Hibah Rp700 Juta untuk Haji Subang 2026: Publik Menanti Transparansi, Bukan Sekadar Seremonial.
SUBANG, Warta In, Pemerintah kabupaten Subang mengucurkan dana hibah Rp700.000.000 untuk mendukung kelancaran pemberangkatan ibadah haji tahun 2026. Dana tersebut diserahkan kepada Departemen Urusan Haji dan Umroh Kemenag Kab. Subang selaku penyelenggara di daerah.

Penyerahan hibah disampaikan sebagai bentuk komitmen Pemda Subang dalam memfasilitasi pelayanan bagi calon jemaah haji asal Subang.
“Kami ingin memastikan tidak ada jemaah Subang yang terkendala fasilitas. Ini adalah wujud gotong royong pemerintah dan masyarakat,” ujar Wakil Bupati Subang Agus Masykur Rosyadi.
Apresiasi juga datang dari Ketua Ormas Kujang Pajajaran, Yogaswara Firdaus. Menurutnya, bantuan rutin tiap tahun dari Pemda membantu meningkatkan kualitas pelayanan haji.
Namun di balik apresiasi, muncul tuntutan agar penggunaan dana dibuka secara terbuka. Masyarakat menilai hibah senilai Rp700 juta masuk kategori informasi publik yang wajib diumumkan.

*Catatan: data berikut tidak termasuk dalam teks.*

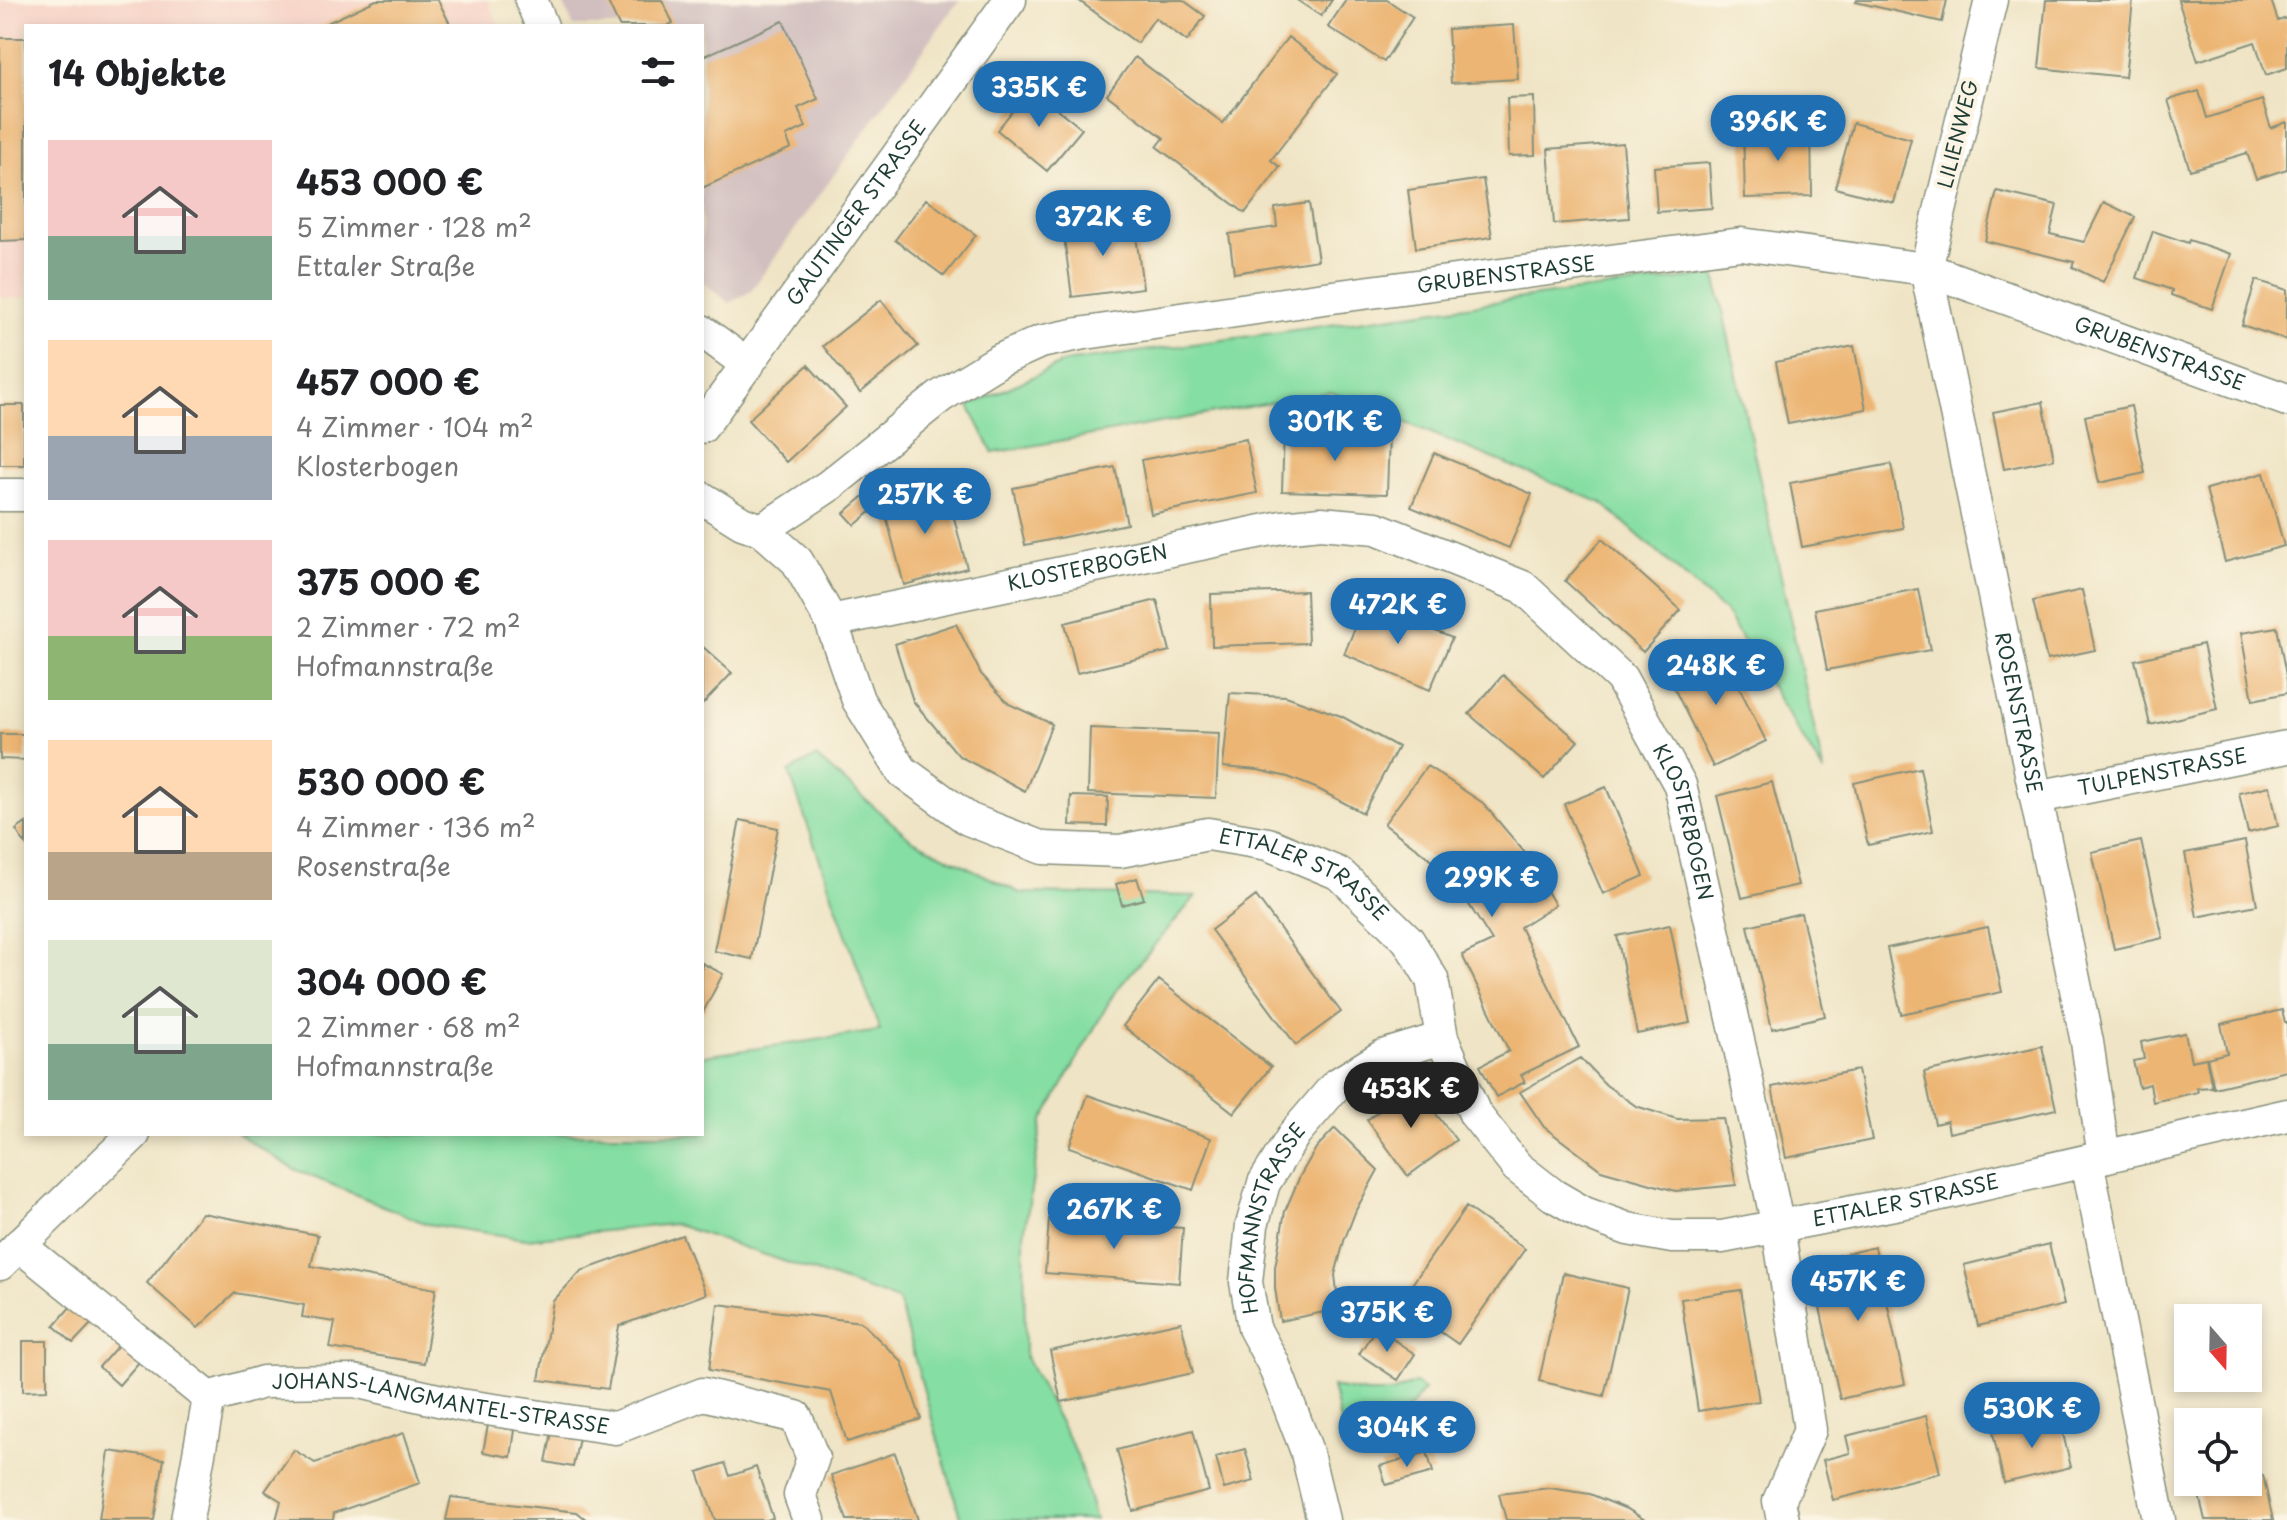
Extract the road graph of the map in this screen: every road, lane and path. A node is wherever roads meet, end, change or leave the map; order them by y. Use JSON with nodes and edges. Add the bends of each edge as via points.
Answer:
{"nodes":[{"id":1,"x":531,"y":0,"type":"edge"},
{"id":2,"x":1010,"y":0,"type":"edge"},
{"id":3,"x":1991,"y":0,"type":"edge"},
{"id":4,"x":541,"y":24,"type":"edge"},
{"id":5,"x":1926,"y":269,"type":"junction"},
{"id":6,"x":704,"y":332,"type":"edge"},
{"id":7,"x":748,"y":365,"type":"junction"},
{"id":8,"x":2287,"y":400,"type":"edge"},
{"id":9,"x":704,"y":424,"type":"edge"},
{"id":10,"x":0,"y":495,"type":"edge"},
{"id":11,"x":24,"y":495,"type":"edge"},
{"id":12,"x":704,"y":499,"type":"edge"},
{"id":13,"x":762,"y":530,"type":"junction"},
{"id":14,"x":831,"y":621,"type":"junction"},
{"id":15,"x":2287,"y":747,"type":"edge"},
{"id":16,"x":2037,"y":797,"type":"junction"},
{"id":17,"x":1442,"y":1038,"type":"junction"},
{"id":18,"x":2287,"y":1115,"type":"edge"},
{"id":19,"x":132,"y":1136,"type":"edge"},
{"id":20,"x":2096,"y":1159,"type":"junction"},
{"id":21,"x":1778,"y":1227,"type":"junction"},
{"id":22,"x":10,"y":1255,"type":"edge"},
{"id":23,"x":209,"y":1398,"type":"junction"},
{"id":24,"x":187,"y":1520,"type":"edge"},
{"id":25,"x":809,"y":1520,"type":"edge"},
{"id":26,"x":1323,"y":1520,"type":"edge"},
{"id":27,"x":1783,"y":1520,"type":"edge"},
{"id":28,"x":2159,"y":1520,"type":"edge"}],
"edges":[{"from":1,"to":4,"type":"street"},
{"from":2,"to":7,"type":"street","name":"GAUTINGER STRASSE"},
{"from":3,"to":5,"type":"street","name":"LILIENWEG"},
{"from":5,"to":8,"type":"street","name":"GRUBENSTRASSE"},
{"from":5,"to":13,"type":"street","name":"GRUBENSTRASSE","via":[[1741,244],[1317,299],[1040,342],[941,396],[830,485]]},
{"from":5,"to":16,"type":"street","name":"ROSENSTRASSE"},
{"from":6,"to":7,"type":"street"},
{"from":7,"to":9,"type":"street","name":"GAUTINGER STRASSE"},
{"from":10,"to":11,"type":"street"},
{"from":12,"to":13,"type":"street","name":"ETTALER STRASSE"},
{"from":13,"to":14,"type":"street","name":"ETTALER STRASSE","via":[[797,561]]},
{"from":14,"to":17,"type":"street","name":"ETTALER STRASSE","via":[[858,700],[902,771],[968,819],[1043,848],[1120,851],[1208,834],[1268,844],[1340,874],[1408,940],[1432,979]]},
{"from":14,"to":21,"type":"street","name":"KLOSTERBOGEN","via":[[1321,523],[1376,528],[1523,587],[1621,678],[1680,785]]},
{"from":15,"to":16,"type":"street","name":"TULPENSTRASSE"},
{"from":16,"to":20,"type":"street","name":"ROSENSTRASSE","via":[[2087,1042]]},
{"from":17,"to":21,"type":"street","name":"ETTALER STRASSE","via":[[1475,1114],[1517,1167],[1584,1213],[1672,1237],[1722,1237]]},
{"from":17,"to":26,"type":"street","name":"HOFMANNSTRASSE","via":[[1383,1056],[1336,1085],[1295,1133],[1264,1183],[1252,1225],[1246,1282],[1254,1328],[1306,1449]]},
{"from":18,"to":20,"type":"street","name":"ETTALER STRASSE"},
{"from":19,"to":22,"type":"street"},
{"from":20,"to":21,"type":"street","name":"ETTALER STRASSE"},
{"from":20,"to":28,"type":"street","name":"ROSENSTRASSE"},
{"from":21,"to":27,"type":"street","name":"KLOSTERBOGEN","via":[[1810,1430],[1779,1501]]},
{"from":22,"to":23,"type":"street"},
{"from":23,"to":24,"type":"street"},
{"from":23,"to":25,"type":"street","name":"JOHANS-LANGMANTEL-STRASSE","via":[[263,1382],[354,1381],[460,1405],[615,1428],[703,1394],[796,1417],[813,1458],[800,1495]]}]}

“Seluruh penggunaan dana harus transparan. Departemen Urusan Haji dan Umroh seharusnya mempublikasikan rincian anggaran dan bisa diakses publik. Tujuannya agar mekanisme akuntabilitas berjalan sesuai UU KIP, dan hasilnya bisa dirasakan langsung calon jemaah,” kata Yogaswara.
Ia juga meminta Departemen Urusan Haji dan Umroh menyediakan pos pengaduan khusus bagi jemaah. Pos ini penting agar jika fasilitas yang dijanjikan tidak sesuai, jemaah punya saluran resmi untuk mengadu.
“Untuk hibah tahun ini sebesar Rp700 juta, Departemen Urusan Haji dan Umroh Kab. Subang wajib mempublikasikannya. Ini dokumen publik yang wajib diketahui masyarakat,” tegasnya.
Saat dimintai konfirmasi pada Senin, (18/05/ 2026), Plt. Kepala Departemen Urusan Haji dan Umroh Kab. Subang, Rojak, tidak berada di kantor. Seorang staf menyebut Rojak sedang berada di Karawang karena yang bersangkutan menjabat definitif di Karawang, sementara di Subang hanya bertugas sebagai Plt.